While there is a certain elan that comes with investing internationally, the buying and selling of assets that results in a profit will always be in style.  For a consortium of international investors who plowed billions in failed Mexican real estate projects,Chicago real estate investing the losses, coming in large sizes, will never be fashionable.

 But for those befitting from the surging real estate market in Chicago, however, there has been much to admire about the investments that have sensibly remained within the borders of the United States in the area of "The Second City."

Amy Guthries recently wrote in The Wall Street Journal about how investors from around the globe, including such well know firms as Pacific Management Investment Co. and BlueBay Asset Management, are looking at losses from "...more than $1 billion in foreign capital via overseas bond sales..."  In her Journal piece, "Mexico Housing Bust Bruises Investors, Buyers," Guthries notes that, "Scores of new homes in far-flung communities sit empty, while banks have canceled credit lines to some of the country's biggest companies."

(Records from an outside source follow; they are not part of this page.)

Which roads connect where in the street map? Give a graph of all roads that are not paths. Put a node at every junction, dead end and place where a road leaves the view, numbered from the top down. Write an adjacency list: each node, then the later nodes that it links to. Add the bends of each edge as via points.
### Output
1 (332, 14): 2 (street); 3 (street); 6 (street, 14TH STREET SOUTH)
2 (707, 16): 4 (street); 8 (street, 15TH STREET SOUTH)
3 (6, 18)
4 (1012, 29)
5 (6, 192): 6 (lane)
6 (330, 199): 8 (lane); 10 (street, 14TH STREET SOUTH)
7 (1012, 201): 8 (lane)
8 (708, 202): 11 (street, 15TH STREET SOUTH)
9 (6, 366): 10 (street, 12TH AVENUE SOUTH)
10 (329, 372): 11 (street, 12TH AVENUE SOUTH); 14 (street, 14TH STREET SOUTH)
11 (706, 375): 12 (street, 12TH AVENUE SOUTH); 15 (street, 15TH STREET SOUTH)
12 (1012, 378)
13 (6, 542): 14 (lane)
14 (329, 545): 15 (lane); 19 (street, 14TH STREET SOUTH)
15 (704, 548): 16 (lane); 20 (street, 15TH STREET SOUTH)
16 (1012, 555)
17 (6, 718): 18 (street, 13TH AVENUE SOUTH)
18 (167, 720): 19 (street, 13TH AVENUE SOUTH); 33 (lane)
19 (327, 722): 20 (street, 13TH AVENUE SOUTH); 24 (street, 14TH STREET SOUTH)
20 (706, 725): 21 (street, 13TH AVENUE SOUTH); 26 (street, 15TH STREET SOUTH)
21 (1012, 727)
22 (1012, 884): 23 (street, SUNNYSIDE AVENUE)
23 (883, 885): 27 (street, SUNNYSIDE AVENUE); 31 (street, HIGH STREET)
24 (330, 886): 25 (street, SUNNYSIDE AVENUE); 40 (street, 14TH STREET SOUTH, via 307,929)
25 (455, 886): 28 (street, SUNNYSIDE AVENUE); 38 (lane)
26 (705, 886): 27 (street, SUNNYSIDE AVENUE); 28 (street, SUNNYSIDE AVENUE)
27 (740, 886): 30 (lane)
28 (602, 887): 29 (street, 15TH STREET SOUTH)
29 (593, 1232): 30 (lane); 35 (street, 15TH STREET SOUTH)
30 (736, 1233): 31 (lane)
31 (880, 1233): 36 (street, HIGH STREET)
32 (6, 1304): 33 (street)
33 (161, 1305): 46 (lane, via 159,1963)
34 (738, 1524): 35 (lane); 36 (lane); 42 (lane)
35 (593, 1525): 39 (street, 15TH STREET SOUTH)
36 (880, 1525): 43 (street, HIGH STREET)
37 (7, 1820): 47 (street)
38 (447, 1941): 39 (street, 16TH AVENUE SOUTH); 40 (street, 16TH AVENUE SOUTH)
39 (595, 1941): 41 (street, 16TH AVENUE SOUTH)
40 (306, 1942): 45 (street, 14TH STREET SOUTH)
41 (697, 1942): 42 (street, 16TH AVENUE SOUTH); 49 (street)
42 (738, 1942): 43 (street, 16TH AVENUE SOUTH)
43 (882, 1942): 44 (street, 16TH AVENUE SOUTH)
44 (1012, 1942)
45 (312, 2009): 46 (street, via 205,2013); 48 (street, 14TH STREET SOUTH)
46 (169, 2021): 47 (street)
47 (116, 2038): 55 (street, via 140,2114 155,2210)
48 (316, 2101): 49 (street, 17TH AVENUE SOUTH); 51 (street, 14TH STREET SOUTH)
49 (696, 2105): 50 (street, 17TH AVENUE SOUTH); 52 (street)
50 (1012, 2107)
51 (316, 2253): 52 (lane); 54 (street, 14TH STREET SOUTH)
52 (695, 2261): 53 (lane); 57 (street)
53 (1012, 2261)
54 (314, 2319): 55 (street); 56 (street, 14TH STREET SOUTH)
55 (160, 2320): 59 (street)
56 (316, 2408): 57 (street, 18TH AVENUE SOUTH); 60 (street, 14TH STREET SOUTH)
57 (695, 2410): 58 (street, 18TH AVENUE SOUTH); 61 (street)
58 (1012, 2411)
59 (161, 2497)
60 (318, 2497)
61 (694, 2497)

By contrast, the Illinois Association of Realtors reported that sales were up 27.% in April in Chicago, with prices climbing by 21.8%, reaching a two-year high.

"Being at the ground level, it does not surprise me how well the Chicago real estate market is doing," noted Jerry Cohen, President and Founder of EquityBuild, a real estate financing firm.  "The market in the Chicago area is very strong, particularly for turnkey properties.  These are houses that have been fixed up, rented out and come with professional management that are proving to be ideal for individual investors looking to profit from passive real estate holdings."

Cohen also observed that while the institutional investors in Mexico are looking at massive losses that could be in the billions, those in the Chicago area are booking solid gains.  "From our operations, we are averaging 17% from flipping properties.  As the economy improves, those returns should, too."

It is not just the buyers of properties who are do well in Chicago, remarked Shaun Cohen, President of Equity Finance, the funding arm of EquityBuild.  "For those financing real estate deals with private mortgage notes, the returns are about 12%.  This figure comes from both those funding a single deal with a mortgage, or investing in pool of capital with others to underwrite a number of property deals so as to have more diversity in the portfolio."

Over the last two centuries, gains from real estate have created about 90% of the world's millionaires.  During The Great Recession as stock and bond markets plunged, rents actually rose in the United States.  Historically, rental income in the United States will rise about 5% annually.